Drug Enforcement Administration


Importer of Controlled Substances; Notice of Application; Johnson 
Matthey, Inc.

    Pursuant to Title 21 Code of Federal Regulations 1301.34(a), this 
is notice that on September 10, 2012, Johnson Matthey, Inc., 
Pharmaceutical Materials, 2003 Nolte Drive, West Deptford, New Jersey 
08066-1742, made application by renewal to the Drug Enforcement 
Administration (DEA) for registration as an importer of the following 
basic classes of controlled substances:

------------------------------------------------------------------------
                    Drug                               Schedule
------------------------------------------------------------------------
Coca Leaves (9040).........................  II
Thebaine (9333)............................  II
Opium, raw (9600)..........................  II
Noroxymorphone (9668)......................  II
Poppy Straw Concentrate (9670).............  II
------------------------------------------------------------------------

    The company plans to import the listed controlled substances as raw 
materials, to be used in the manufacture of bulk controlled substances, 
for distribution to its customers.
    No comments, objections, or requests for any hearings will be 
accepted on any application for registration or re-registration to 
import crude opium, poppy straw, concentrate of poppy straw, and coca 
leaves. Comments and requests for hearings on applications to import 
narcotic raw material are not appropriate, in accordance with 72 FR 
3417 (2007).
    In reference to the non-narcotic raw material, the company plans to 
import gram amounts to be used as reference standards for sale to its 
customers.

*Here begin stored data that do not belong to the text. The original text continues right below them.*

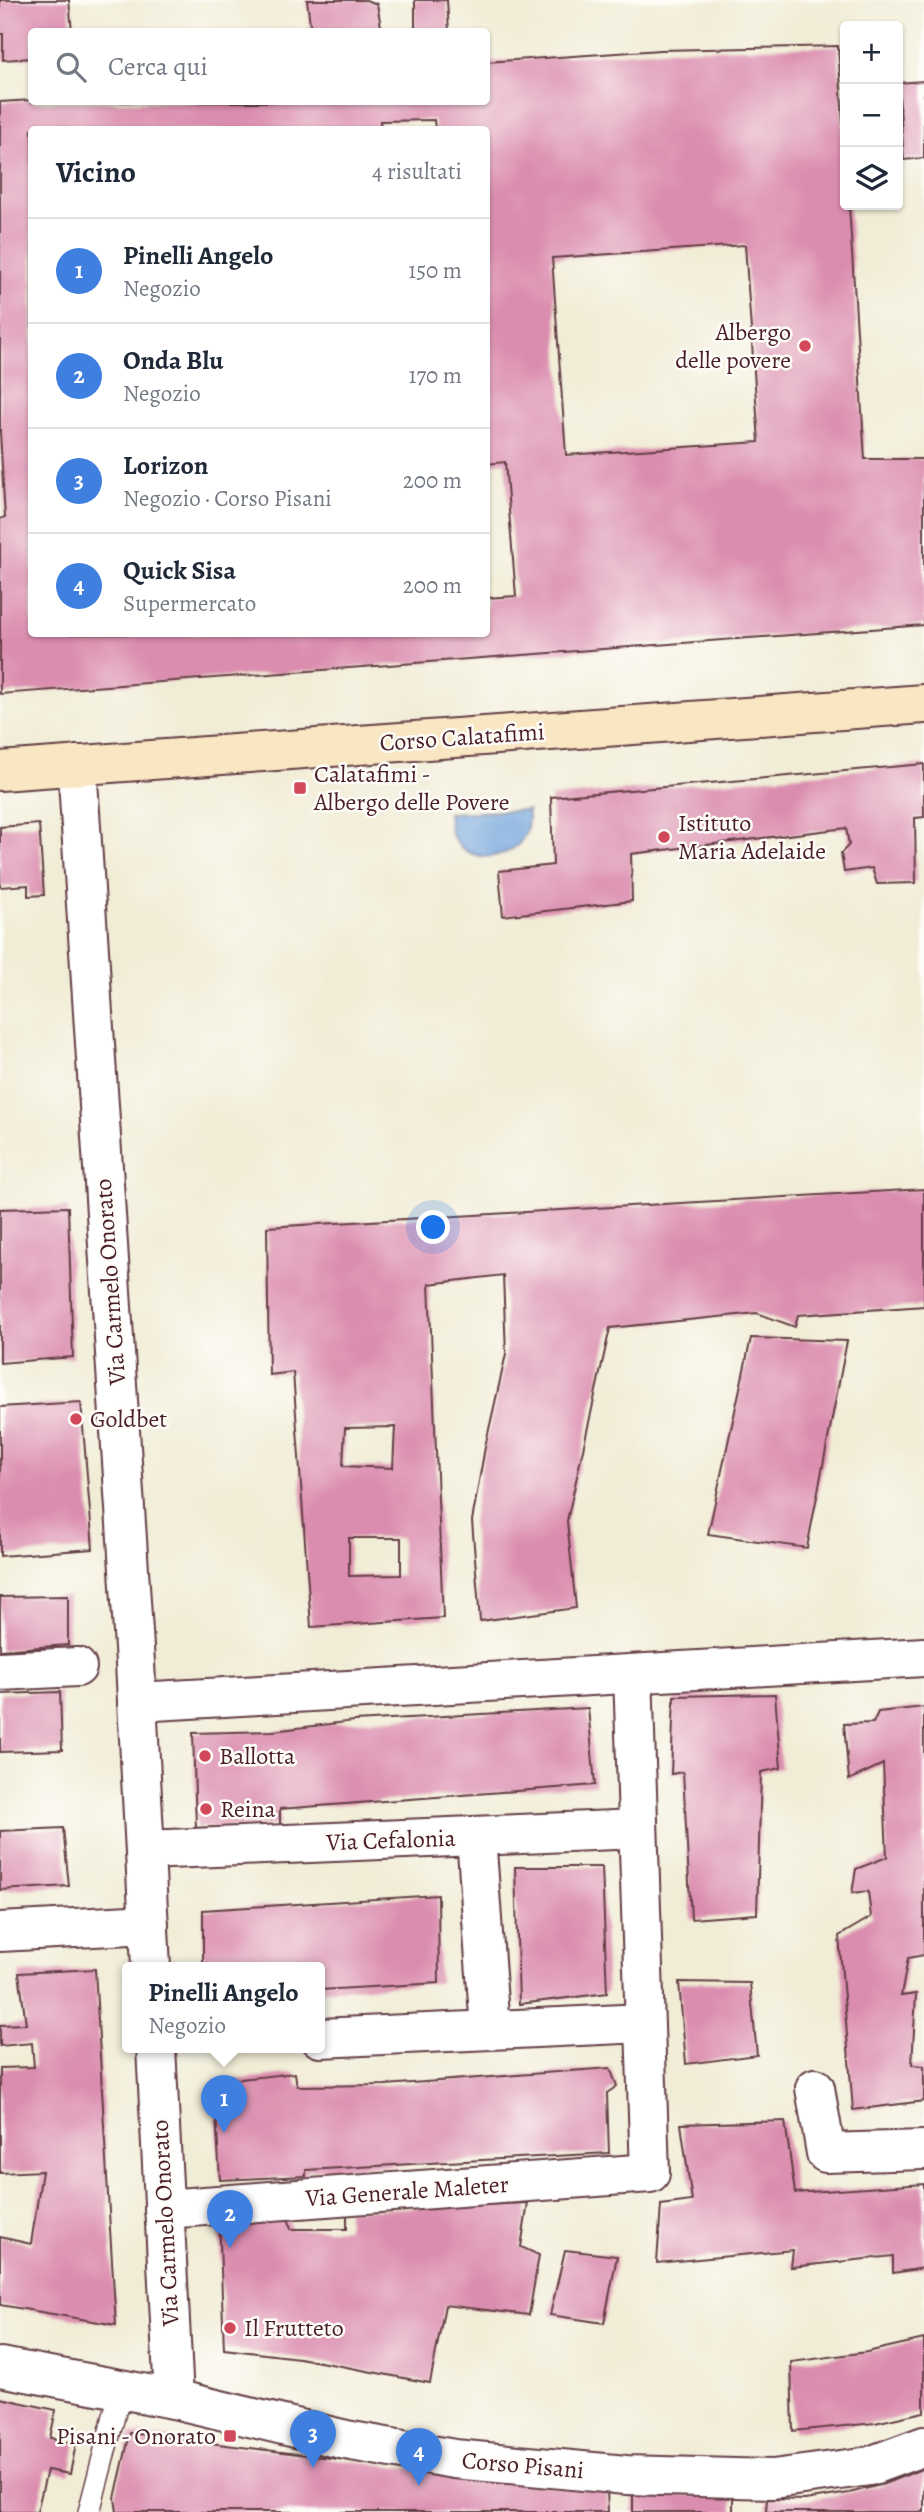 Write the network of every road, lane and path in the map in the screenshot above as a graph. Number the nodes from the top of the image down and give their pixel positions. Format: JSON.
{"nodes":[{"id":1,"x":924,"y":704,"type":"edge"},
{"id":2,"x":77,"y":765,"type":"junction"},
{"id":3,"x":0,"y":771,"type":"edge"},
{"id":4,"x":924,"y":1657,"type":"edge"},
{"id":5,"x":77,"y":1667,"type":"dead end"},
{"id":6,"x":0,"y":1671,"type":"edge"},
{"id":7,"x":633,"y":1674,"type":"junction"},
{"id":8,"x":137,"y":1702,"type":"junction"},
{"id":9,"x":638,"y":1829,"type":"junction"},
{"id":10,"x":476,"y":1836,"type":"junction"},
{"id":11,"x":145,"y":1850,"type":"junction"},
{"id":12,"x":149,"y":1924,"type":"junction"},
{"id":13,"x":0,"y":1931,"type":"edge"},
{"id":14,"x":151,"y":1962,"type":"edge"},
{"id":15,"x":644,"y":2024,"type":"junction"},
{"id":16,"x":491,"y":2031,"type":"junction"},
{"id":17,"x":325,"y":2038,"type":"edge"},
{"id":18,"x":156,"y":2053,"type":"edge"},
{"id":19,"x":815,"y":2088,"type":"dead end"},
{"id":20,"x":924,"y":2150,"type":"edge"},
{"id":21,"x":164,"y":2209,"type":"junction"},
{"id":22,"x":0,"y":2367,"type":"edge"},
{"id":23,"x":121,"y":2389,"type":"junction"},
{"id":24,"x":174,"y":2399,"type":"junction"},
{"id":25,"x":924,"y":2445,"type":"edge"},
{"id":26,"x":89,"y":2512,"type":"edge"}],
"edges":[{"from":1,"to":2,"type":"main road","name":"Corso Calatafimi"},
{"from":2,"to":3,"type":"main road","name":"Corso Calatafimi"},
{"from":2,"to":8,"type":"street","name":"Via Carmelo Onorato"},
{"from":4,"to":7,"type":"street"},
{"from":5,"to":6,"type":"street"},
{"from":7,"to":8,"type":"street"},
{"from":7,"to":9,"type":"street"},
{"from":8,"to":11,"type":"street","name":"Via Carmelo Onorato"},
{"from":9,"to":10,"type":"street","name":"Via Cefalonia"},
{"from":9,"to":15,"type":"street"},
{"from":10,"to":11,"type":"street","name":"Via Cefalonia"},
{"from":10,"to":16,"type":"street"},
{"from":11,"to":12,"type":"street","name":"Via Carmelo Onorato"},
{"from":12,"to":13,"type":"street"},
{"from":12,"to":14,"type":"street","name":"Via Carmelo Onorato"},
{"from":15,"to":16,"type":"street"},
{"from":15,"to":21,"type":"street","name":"Via Generale Maleter"},
{"from":16,"to":17,"type":"street"},
{"from":18,"to":21,"type":"street","name":"Via Carmelo Onorato"},
{"from":19,"to":20,"type":"street"},
{"from":21,"to":24,"type":"street","name":"Via Carmelo Onorato"},
{"from":22,"to":23,"type":"street","name":"Corso Pisani"},
{"from":23,"to":24,"type":"street","name":"Corso Pisani"},
{"from":23,"to":26,"type":"lane"},
{"from":24,"to":25,"type":"street","name":"Corso Pisani"}]}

Any bulk manufacturer who is presently, or is applying to 
be, registered with DEA to manufacture such basic classes of controlled 
substances listed in schedule I or II, which fall under the authority 
of section 1002(a)(2)(B) of the Act (21 U.S.C. 952(a)(2)(B)) may, in 
the circumstances set forth in 21 U.S.C. 958(i), file comments or 
objections to the issuance of the proposed registration and may, at the 
same time, file a written request for a hearing on such application 
pursuant to 21 CFR 1301.43 and in such form as prescribed by 21 CFR 
1316.47.
    Any such written comments or objections should be addressed, in 
quintuplicate, to the Drug Enforcement Administration, Office of 
Diversion Control, Federal Register Representative (ODL), 8701 
Morrissette Drive, Springfield, Virginia 22152; and must be filed no 
later than December 27, 2012.
    This procedure is to be conducted simultaneously with, and 
independent of, the procedures described in 21 CFR 1301.34(b), (c), 
(d), (e), and (f). As noted in a previous notice published in the 
Federal Register on September 23, 1975, 40 FR 43745, all applicants for 
registration to import a basic class of any controlled substance in 
schedules I or II are, and will continue to be, required to demonstrate 
to the Deputy Assistant Administrator, Office of Diversion Control, 
Drug Enforcement Administration, that the requirements for such 
registration pursuant to 21 U.S.C. 958(a); 21 U.S.C. 823(a); and 21 CFR 
1301.34(b), (c), (d), (e), and (f) are satisfied.


[[Page 70825]]


     Dated: November 19, 2012.
Joseph T. Rannazzisi,
Deputy Assistant Administrator, Office of Diversion Control, Drug 
Enforcement Administration.
[FR Doc. 2012-28667 Filed 11-26-12; 8:45 am]
BILLING CODE 4410-09-P